WHO SHOULD HE FACE IN HIS LAST MATCH: The low-hanging fruit here is Brock Lesnar, but I hate “Legend vs. Legend” matches. I vote for Daniel Bryan, who could give us a similar match to HBK/Flair at WrestleMania 24. Likely better. I love you, I’m sorry.



I can feel Goldust slipping away from us too. I think it was the sudden exit of Bill DeMott from the Performance Centre, which necessitated a replacement. I told myself that it was the reason for suddenly putting the Dust Brothers’ feud on hold – and cheating Goldust out of a WrestleMania moment that may have been the last of his career. I wish there had been a backstage segment where Ron Simmons examined the WrestleMania card, then gave us the most fitting “DAMN.” of all.

Goldust has been many things, but most recently he was the man who turned back time: from his prowess in the ring, to his preservation of a gimmick that could have been no more than a nostalgia act. He came back with an aerodynamic confidence – and less baggage– and found himself perfectly at home in a new era. I love that he worked beyond the “You’ve Still Got It!” chants, reserved for returning veterans. It speaks to an even higher plain of accomplishment that Goldust fell right in step with the likes of The Usos and his own half-brother, Cody. Cody is a shining star, no pun intended, and when he faced Goldust at Fast Lane, I considered it a fair fight. It didn’t pay off as it should. The match lacked ingenuity and heart – something I expected – but my hopes were resuscitated when they teased a re-match.

And then they shoved us out of the car before we got to our destination. It’s not right. Goldust needs to fulfill his legacy, which has become intrinsically tied to Cody’s. The story is ready made. Their skills are without question. What a fitting finish to a long and colourful tale. Goldust gave the Attitude Era a unique and sexual flavor, without a hint of shame. He plied his craft in many different promotions, battling politics and demons. He supported the boys in a backstage capacity, and then came full circle. Goldust has done so much for WWE, so please don’t let him go without a proper last match.

WHO SHOULD HE FACE IN HIS LAST MATCH: Stardust, who by the time the bell rings has shed the Stardust image in favor of Cody Rhodes’.


William Regal

If you’ve been reading my blogs since the beginning, you know that there is a special place in my heart for William Regal. I admire his courtship with the old-school, carnival era of wrestling. The way he took his lumps and rode the roads and plummeted deep into the hell of it. And after all that, he chinned up and started all over again. He never glorified his fall, nor succumbed to self-pity. Rather, he recognized what he was best at, and made sure that he brought it to the ring every night. And when he was no longer invited to the ring, he brought it to the next generation.

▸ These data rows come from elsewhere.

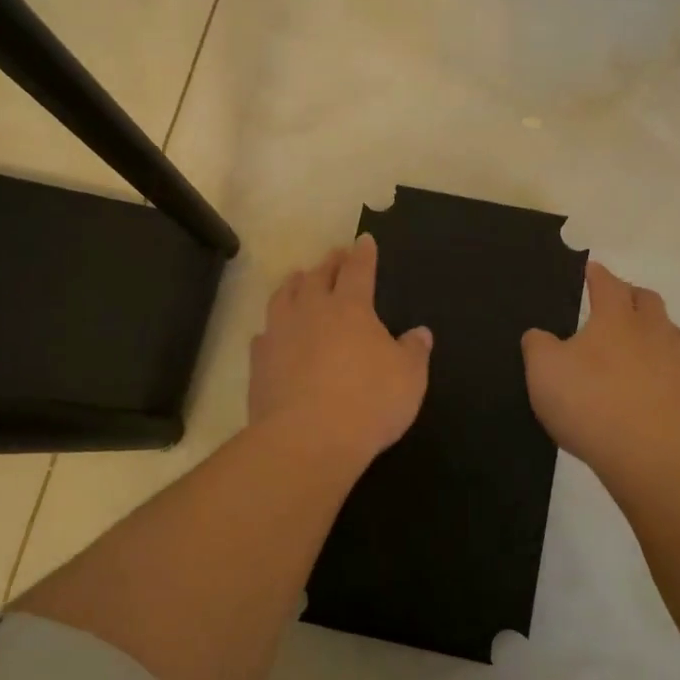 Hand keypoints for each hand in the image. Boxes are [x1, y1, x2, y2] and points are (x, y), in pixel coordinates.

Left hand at [248, 234, 432, 473]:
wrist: (307, 438)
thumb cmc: (368, 402)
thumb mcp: (409, 378)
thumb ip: (414, 351)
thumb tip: (420, 332)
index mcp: (351, 307)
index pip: (358, 270)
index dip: (363, 254)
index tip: (363, 240)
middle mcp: (312, 310)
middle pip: (318, 276)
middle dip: (329, 263)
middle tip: (334, 255)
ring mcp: (280, 333)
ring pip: (284, 296)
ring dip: (294, 284)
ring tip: (299, 279)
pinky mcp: (259, 362)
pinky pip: (264, 335)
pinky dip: (272, 328)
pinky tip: (272, 333)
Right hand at [522, 261, 679, 495]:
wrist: (651, 456)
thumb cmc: (590, 403)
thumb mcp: (543, 371)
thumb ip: (538, 345)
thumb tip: (540, 335)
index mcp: (616, 318)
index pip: (607, 283)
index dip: (596, 274)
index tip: (590, 269)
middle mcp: (652, 331)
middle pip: (647, 300)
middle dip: (630, 295)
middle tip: (613, 303)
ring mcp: (677, 363)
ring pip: (667, 332)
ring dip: (651, 329)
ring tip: (632, 343)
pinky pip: (675, 368)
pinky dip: (661, 367)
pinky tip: (646, 384) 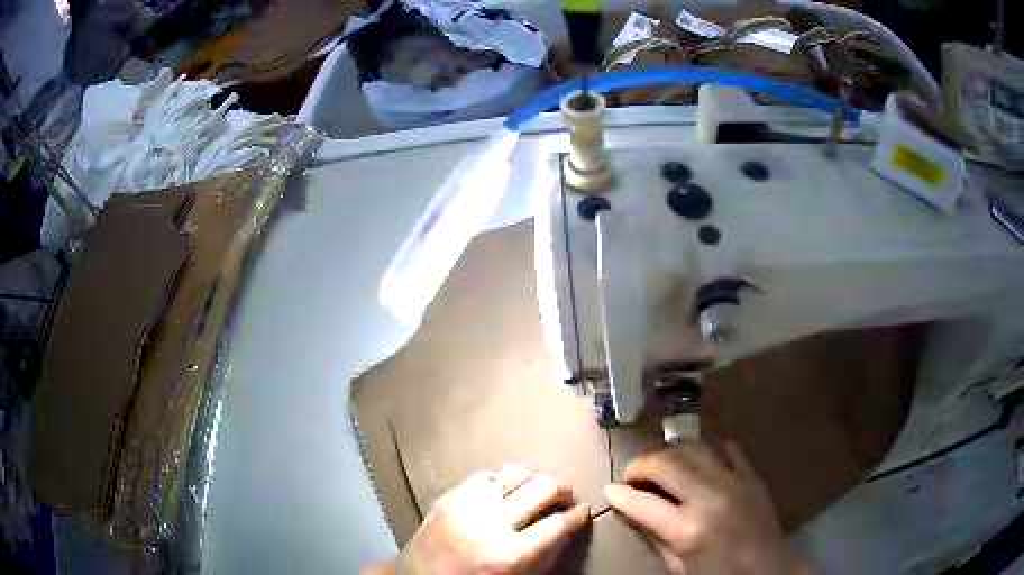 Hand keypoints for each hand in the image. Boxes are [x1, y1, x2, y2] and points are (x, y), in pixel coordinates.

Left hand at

But here’s the thing: William Regal’s still got it. Not in the manner of someone who can pull out a few high spots in between gasps for sweet air. But like someone who has wrestling deep in his bones, and will forever be able to dance. Because Regal’s style of wrestling relies on a precise understanding of ring psychology, and the myriad ways to get into someone’s mind. He’s funny, but I prefer him dark. Twisting fingers and feigning vertigo and staring deep into the soul of his opponent. He makes wrestling real in a fashion that rarely rears its ugly head in WWE.

He claims to have the body of an unmade bed, but the chiseled gods should all aspire to William Regal’s approach. As happy as I am that he is working with the talent at NXT, I believe that Regal could – and should – finish his story in the ring.

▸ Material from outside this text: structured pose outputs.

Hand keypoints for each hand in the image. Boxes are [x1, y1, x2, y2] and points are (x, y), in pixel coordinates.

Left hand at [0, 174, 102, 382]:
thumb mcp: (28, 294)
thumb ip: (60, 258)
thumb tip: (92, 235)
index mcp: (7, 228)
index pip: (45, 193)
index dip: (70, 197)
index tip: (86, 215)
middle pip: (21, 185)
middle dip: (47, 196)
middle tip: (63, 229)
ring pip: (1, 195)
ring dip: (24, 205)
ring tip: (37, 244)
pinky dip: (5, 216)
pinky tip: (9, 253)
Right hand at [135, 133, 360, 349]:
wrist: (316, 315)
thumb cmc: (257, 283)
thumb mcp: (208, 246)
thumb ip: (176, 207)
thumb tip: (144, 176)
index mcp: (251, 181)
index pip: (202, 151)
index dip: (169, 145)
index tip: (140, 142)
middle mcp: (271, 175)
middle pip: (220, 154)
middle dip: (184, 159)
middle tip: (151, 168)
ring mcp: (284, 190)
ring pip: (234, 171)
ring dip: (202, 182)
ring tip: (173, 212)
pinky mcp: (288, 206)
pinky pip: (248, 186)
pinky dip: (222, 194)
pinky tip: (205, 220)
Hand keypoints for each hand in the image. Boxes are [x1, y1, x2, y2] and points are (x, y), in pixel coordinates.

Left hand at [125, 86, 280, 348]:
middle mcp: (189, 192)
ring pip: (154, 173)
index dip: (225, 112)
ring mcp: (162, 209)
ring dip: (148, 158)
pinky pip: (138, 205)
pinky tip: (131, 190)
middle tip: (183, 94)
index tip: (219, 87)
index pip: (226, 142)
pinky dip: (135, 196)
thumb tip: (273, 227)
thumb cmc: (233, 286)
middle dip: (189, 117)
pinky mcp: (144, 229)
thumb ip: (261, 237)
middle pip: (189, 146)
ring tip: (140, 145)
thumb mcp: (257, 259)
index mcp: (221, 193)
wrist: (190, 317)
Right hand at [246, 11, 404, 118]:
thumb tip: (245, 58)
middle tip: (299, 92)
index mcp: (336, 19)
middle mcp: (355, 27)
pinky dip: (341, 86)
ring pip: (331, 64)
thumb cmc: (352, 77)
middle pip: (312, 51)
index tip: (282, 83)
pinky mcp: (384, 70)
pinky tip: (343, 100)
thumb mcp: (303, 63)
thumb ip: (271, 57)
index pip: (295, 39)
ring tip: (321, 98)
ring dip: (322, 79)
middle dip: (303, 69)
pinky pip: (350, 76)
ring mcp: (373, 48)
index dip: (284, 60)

WHO SHOULD HE FACE IN HIS LAST MATCH: His last opponent, in a tag situation, was Cesaro. I think that Cesaro has the strength and skill to give Regal a brutal, beautiful good-bye.


What an example to set for the locker room: after sacrificing so much of your life for us, we will give you an honorable tribute. It’s not all in vain. What you do matters. It matters to you, it matters to the fans, it matters to us.